WordPress Photography Portfolio Tips
These are the tips and tricks that I learned as I made this photo portfolio site over the past years and many iterations.
- The default block editor is good enough, especially now with WordPress 6.5. Alternative page builders like Divi and Elementor give more control, but their complex code will slow down the website’s load time and slow your building process. If you must use an alternative page builder for more flexibility, consider Oxygen. It is the most complicated but produces clean, relatively fast code.
- Upload large high-quality images, and WordPress will compress and resize them appropriately. I save photos as 90% sRGB jpegs in photoshop at full-res, usually around 5000px. Yes, AdobeRGB preserves more color information, but many web browsers don’t display it correctly, and the colors will appear flat.
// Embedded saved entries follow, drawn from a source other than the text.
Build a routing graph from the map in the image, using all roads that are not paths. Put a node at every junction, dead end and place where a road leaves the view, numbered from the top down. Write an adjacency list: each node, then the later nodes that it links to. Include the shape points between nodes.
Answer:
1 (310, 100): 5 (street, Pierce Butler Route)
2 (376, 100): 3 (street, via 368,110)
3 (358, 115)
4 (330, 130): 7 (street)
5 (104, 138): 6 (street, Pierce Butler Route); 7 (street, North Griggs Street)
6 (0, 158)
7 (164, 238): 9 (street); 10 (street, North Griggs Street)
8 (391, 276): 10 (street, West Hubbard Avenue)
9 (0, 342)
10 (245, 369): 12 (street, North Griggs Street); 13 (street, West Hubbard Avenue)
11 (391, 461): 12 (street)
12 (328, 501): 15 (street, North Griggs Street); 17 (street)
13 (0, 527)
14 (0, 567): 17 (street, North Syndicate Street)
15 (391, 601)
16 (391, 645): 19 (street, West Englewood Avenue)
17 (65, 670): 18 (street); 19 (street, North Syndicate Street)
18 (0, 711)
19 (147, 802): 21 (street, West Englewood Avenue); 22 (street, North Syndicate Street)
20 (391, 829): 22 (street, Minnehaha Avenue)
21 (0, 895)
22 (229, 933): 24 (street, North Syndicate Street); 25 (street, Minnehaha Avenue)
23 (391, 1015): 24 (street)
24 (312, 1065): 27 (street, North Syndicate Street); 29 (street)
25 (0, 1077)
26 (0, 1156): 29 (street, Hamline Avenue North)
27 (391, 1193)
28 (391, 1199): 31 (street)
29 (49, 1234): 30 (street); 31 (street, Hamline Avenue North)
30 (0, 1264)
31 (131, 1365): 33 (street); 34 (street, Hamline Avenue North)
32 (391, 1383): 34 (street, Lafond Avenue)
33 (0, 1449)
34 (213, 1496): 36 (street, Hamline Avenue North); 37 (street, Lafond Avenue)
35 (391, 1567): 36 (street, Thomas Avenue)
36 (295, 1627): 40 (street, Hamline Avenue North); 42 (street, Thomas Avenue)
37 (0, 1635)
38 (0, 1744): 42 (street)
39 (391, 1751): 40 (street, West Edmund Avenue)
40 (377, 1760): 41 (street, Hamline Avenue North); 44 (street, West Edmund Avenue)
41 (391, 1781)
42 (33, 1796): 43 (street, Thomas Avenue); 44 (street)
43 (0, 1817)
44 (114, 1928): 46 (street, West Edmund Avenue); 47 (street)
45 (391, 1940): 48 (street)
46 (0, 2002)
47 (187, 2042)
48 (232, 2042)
- Make sure ImageMagick is installed and used as your server’s image-processing engine. It makes better-looking compressions and preserves the image’s color profile. Unfortunately, it isn’t completely PHP 8.0 compatible yet [April 2021], so keep your server on PHP 7.4 for a little while longer. You can check this in the WordPress admin section by going to Site Health -> Media.
- Use an OpenLiteSpeed or LiteSpeed server. This has a lot of benefits. The LiteSpeed server stack is faster than the normal Apache server. It will also convert JPEGs to LQIP so that the photos appear to load faster. Plus, this software and the Quic.Cloud CDN are free for a portfolio-sized low-traffic website.
- Let WordPress resize the photos but reduce WordPress’s default compression. Some websites suggest you should resize and optimize your photos before uploading them. I know that my portfolio will be up for 10+ years and I don’t want to rebuild it each time screens improve. So I upload the highest quality photos I can and let them sit on my server while wordpress resizes them for the correct size. Mine is set at 90% quality; some set it to 100%. Add this line of code to your function.php file, changing the number to your desired setting. add_filter( ‘jpeg_quality’, create_function( ”, ‘return 90;’ ) );
- Turn off “Scaled” image. WordPress introduced a “Scaled” image in 5.3, where when you load a full-res image, it automatically makes a 1200px version, and all subsequent resizing happens from that 1200px version while the full-res image is never used or shown again. There is a “Scale Large Image Threshold” plugin that allows you to increase the size of that image. I set mine to 4000px. Be careful; the “Regenerate Thumbnails” plugin won’t regenerate the scaled image, so you will want to set all this up before uploading your photos. I pray for the day WordPress gives easy control and more documentation on the scaled images.
- Use themes built by experts. Many have free versions. Here are a few of my favorites: Frost, GeneratePress, Astra, Genesis, ThemesKingdom. I am currently using the default Twenty Twenty-Three theme that comes with WordPress. I previously used a slightly modified version of Frost, and before that, I used the Genesis Sample Theme on this website.
- Use only the necessary plugins. Here is my list: Connect Matomo, LiteSpeed Cache, Fluent Snippets, Lazy Load for Videos, Simplelightbox, The SEO Framework, Wordfence Security
Conclusion
If you aren’t comfortable on the command line steps 2 and 3 can be simplified by using a managed host from here: https://litespeedtech.com/partners/hosting-providers
But, in the end, I’m serving high-quality images on a $5 Linode server and still have a 100% on PageSpeed Insights.
That speed mainly comes from carefully choosing the building blocks for my WordPress photography portfolio. I started with the Genesis framework and edit my posts with the default Gutenberg. Because the native page builder has a lower server overhead and longer support horizon.
To reduce the file calls I’m using a self-hosted Matomo for stats, self-hosting my fonts (not downloading them from google fonts), and using an emoji for a favicon.